_Your instructions_. Among the lines below, how many have the string "山脇大谷線" in them? Only the number is wanted.

Saved entries:
•••••
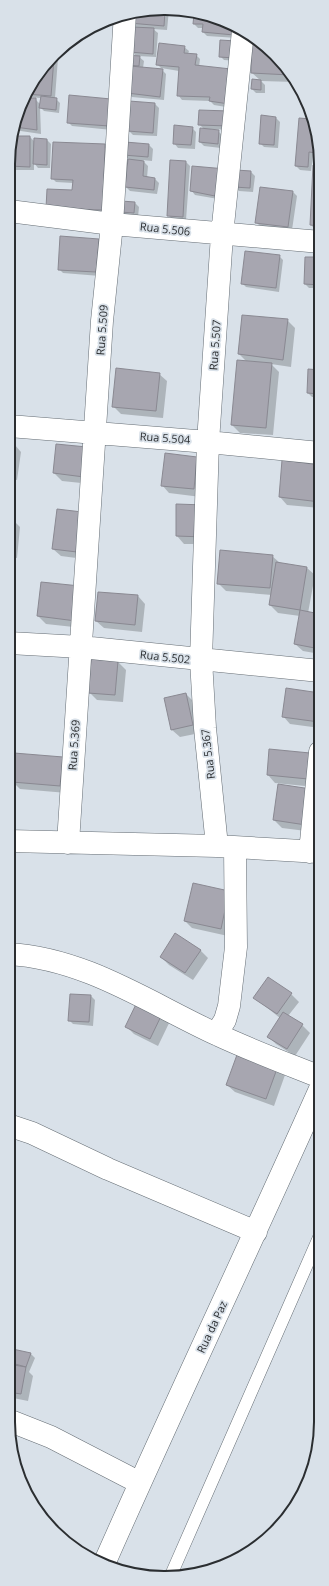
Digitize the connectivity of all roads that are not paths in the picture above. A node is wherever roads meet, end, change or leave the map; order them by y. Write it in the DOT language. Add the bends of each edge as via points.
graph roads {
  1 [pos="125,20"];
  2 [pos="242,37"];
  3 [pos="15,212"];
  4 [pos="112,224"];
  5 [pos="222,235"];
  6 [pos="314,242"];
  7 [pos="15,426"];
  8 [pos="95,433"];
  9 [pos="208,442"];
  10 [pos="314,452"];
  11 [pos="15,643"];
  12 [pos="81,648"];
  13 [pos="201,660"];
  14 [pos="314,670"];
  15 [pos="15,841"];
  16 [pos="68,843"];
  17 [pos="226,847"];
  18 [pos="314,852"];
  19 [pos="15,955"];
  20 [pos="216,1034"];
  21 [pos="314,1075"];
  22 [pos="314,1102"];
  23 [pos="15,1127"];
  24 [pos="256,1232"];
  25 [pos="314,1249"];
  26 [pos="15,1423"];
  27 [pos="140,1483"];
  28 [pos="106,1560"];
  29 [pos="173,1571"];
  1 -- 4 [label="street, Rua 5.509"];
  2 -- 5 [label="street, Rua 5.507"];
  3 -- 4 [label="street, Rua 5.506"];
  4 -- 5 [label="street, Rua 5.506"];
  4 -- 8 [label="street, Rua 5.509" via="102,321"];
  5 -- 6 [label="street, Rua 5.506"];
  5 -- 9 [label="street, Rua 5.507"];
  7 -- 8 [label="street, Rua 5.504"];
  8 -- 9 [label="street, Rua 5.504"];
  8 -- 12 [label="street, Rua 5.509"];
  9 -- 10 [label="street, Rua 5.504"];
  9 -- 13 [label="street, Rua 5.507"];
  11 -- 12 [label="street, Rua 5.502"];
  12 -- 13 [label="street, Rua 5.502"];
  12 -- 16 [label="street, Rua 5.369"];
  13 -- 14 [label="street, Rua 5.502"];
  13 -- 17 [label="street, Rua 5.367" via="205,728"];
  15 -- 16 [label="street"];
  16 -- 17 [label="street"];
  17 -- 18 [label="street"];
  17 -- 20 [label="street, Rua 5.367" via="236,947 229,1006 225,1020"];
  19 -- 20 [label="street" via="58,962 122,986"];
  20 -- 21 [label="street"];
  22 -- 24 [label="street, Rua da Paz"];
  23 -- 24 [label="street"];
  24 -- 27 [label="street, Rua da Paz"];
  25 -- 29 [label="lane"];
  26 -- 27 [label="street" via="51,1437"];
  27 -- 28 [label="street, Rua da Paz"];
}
•••••
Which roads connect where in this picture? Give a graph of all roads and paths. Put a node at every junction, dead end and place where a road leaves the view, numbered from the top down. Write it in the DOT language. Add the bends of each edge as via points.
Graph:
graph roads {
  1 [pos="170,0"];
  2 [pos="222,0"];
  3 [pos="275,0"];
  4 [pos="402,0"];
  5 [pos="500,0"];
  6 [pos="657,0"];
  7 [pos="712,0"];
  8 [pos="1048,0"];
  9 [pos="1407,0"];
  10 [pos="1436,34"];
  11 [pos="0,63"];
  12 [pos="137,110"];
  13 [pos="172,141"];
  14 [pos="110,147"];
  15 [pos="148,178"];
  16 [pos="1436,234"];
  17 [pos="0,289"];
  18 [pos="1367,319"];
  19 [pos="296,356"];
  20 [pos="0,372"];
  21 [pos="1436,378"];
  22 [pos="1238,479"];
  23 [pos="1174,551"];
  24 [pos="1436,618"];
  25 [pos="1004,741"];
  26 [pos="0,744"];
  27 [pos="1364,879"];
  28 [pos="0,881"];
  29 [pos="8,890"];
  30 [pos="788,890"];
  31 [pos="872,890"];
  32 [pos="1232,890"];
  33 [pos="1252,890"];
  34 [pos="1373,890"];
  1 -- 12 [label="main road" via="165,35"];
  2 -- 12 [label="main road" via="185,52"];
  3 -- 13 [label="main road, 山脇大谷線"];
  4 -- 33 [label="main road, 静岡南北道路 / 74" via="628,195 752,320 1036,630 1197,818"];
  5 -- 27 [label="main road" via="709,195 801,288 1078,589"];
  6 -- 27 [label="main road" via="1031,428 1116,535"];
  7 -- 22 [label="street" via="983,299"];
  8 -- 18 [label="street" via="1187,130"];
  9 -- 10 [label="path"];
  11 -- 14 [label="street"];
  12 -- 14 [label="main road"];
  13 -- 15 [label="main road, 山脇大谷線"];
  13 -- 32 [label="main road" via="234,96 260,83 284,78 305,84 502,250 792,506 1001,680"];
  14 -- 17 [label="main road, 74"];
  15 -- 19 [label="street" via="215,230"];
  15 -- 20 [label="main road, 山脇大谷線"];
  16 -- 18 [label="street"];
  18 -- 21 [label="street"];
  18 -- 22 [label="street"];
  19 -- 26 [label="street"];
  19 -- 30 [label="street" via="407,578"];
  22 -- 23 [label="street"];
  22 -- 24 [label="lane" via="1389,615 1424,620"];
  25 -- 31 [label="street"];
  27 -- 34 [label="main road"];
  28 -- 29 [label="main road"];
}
•••••
_Response below_. 3